Bolsonaro coleciona atentados antidemocráticos. Felizmente, ao menos, este compilado de falas e posturas foi o bastante para preocupar representantes do Conselho Superior do Ministério Público Federal. Estes encaminharam ofício para a Procuradoria Geral da República, recentemente, pedindo uma espécie de pré-investigação nas ações do presidente atentatórias contra a democracia. A depender dos resultados, pode ocorrer, até mesmo, uma eventual impugnação da candidatura de Bolsonaro!

O ofício foi assinado por 5 dos 10 membros do Conselho Superior do Ministério Público Federal, além de três Subprocuradores da República. A ideia é realizar um “procedimento preparatório” a fim de “identificar e coletar elementos potencialmente evidenciadores de abuso de poder de autoridade, atentatórios à existência e à normalidade da eleição presidencial de 2022” (conforme trecho do ofício).

Evidentemente, não se pretende impugnar a candidatura de Bolsonaro antes mesmo desta ser oficializada. Isto feriria as normas e procedimentos previstas pelo Tribunal Superior Eleitoral. O que se propõe, por enquanto, é apenas que seja feita uma investigação preliminar. Os resultados desta investigação podem ser usados para lastrear um pedido futuro pela inlegibilidade do atual presidente! E deveras, afinal tudo o que o Bolsonaro fez e disse até o momento seria o suficiente para justificar o seu afastamento em vários países.

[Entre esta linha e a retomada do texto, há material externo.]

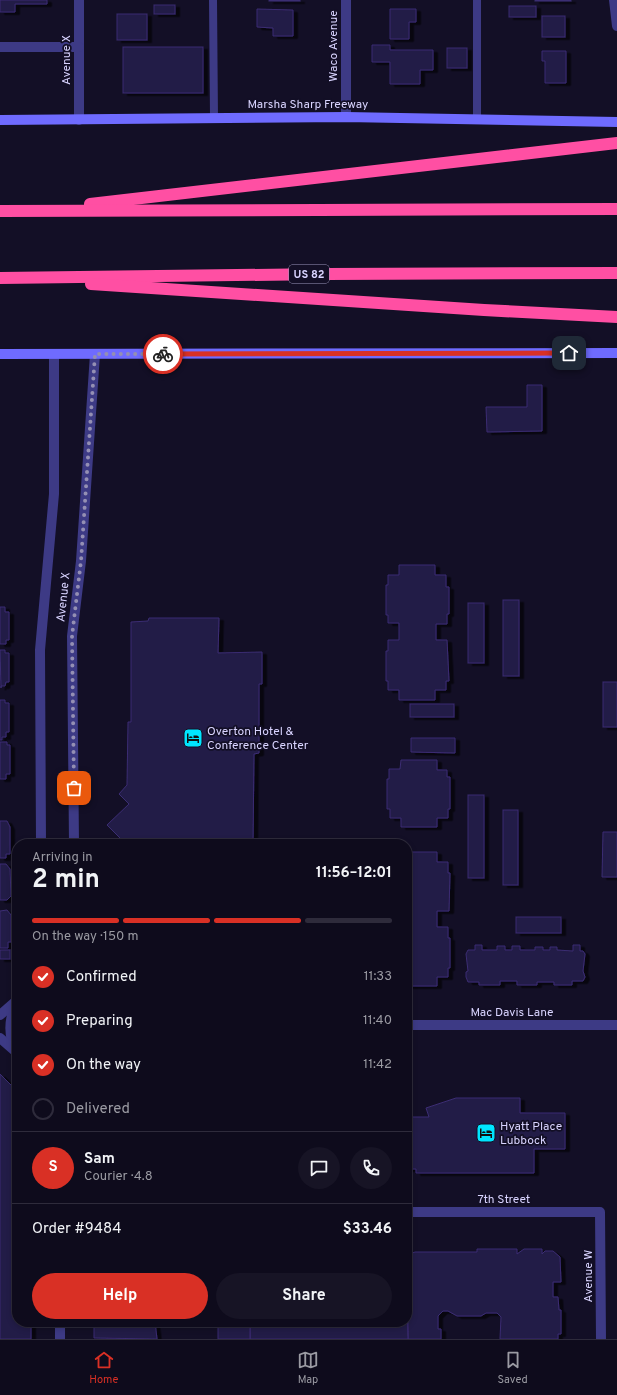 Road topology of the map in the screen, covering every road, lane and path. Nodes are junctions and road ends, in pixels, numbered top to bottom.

Para os assinantes do ofício, a gota d’água foi a declaração do presidente indicando que não aceitaria resultado das eleições, se não tiver voto impresso. Bolsonaro age com o objetivo claro de gerar instabilidades. Ele provavelmente sabe que o voto impresso é seguro, e mais ainda que a proposta de voto impresso, mesmo que razoável (o que não é) levaria tempo para ser votada, regulamentada e implementada; provavelmente não sendo utilizada em 2022 (mesmo que aprovada em lei). Ou seja, o verdadeiro fim da afirmação é criar uma narrativa (particularmente sem noção) para “justificar” um golpe após sua provável derrota nas urnas. Ou seja, o ofício do MP pede investigação de Golpismo de Bozo.

Apesar da notícia ser animadora, ainda há um processo longo para que gere frutos. O Procurador Geral da República continua senso Augusto Aras, capacho de Bolsonaro. O que os procuradores e membros do MP esperam é “forçar” a mão de Aras. Ele vai ceder? Difícil de ter certeza. O barco de Bolsonaro parece que vai afundar. Quando isso ocorrer é possível que outras figuras próximas a Bolsonaro sejam investigadas. Se Ara quiser, ainda dá tempo de pular do barco.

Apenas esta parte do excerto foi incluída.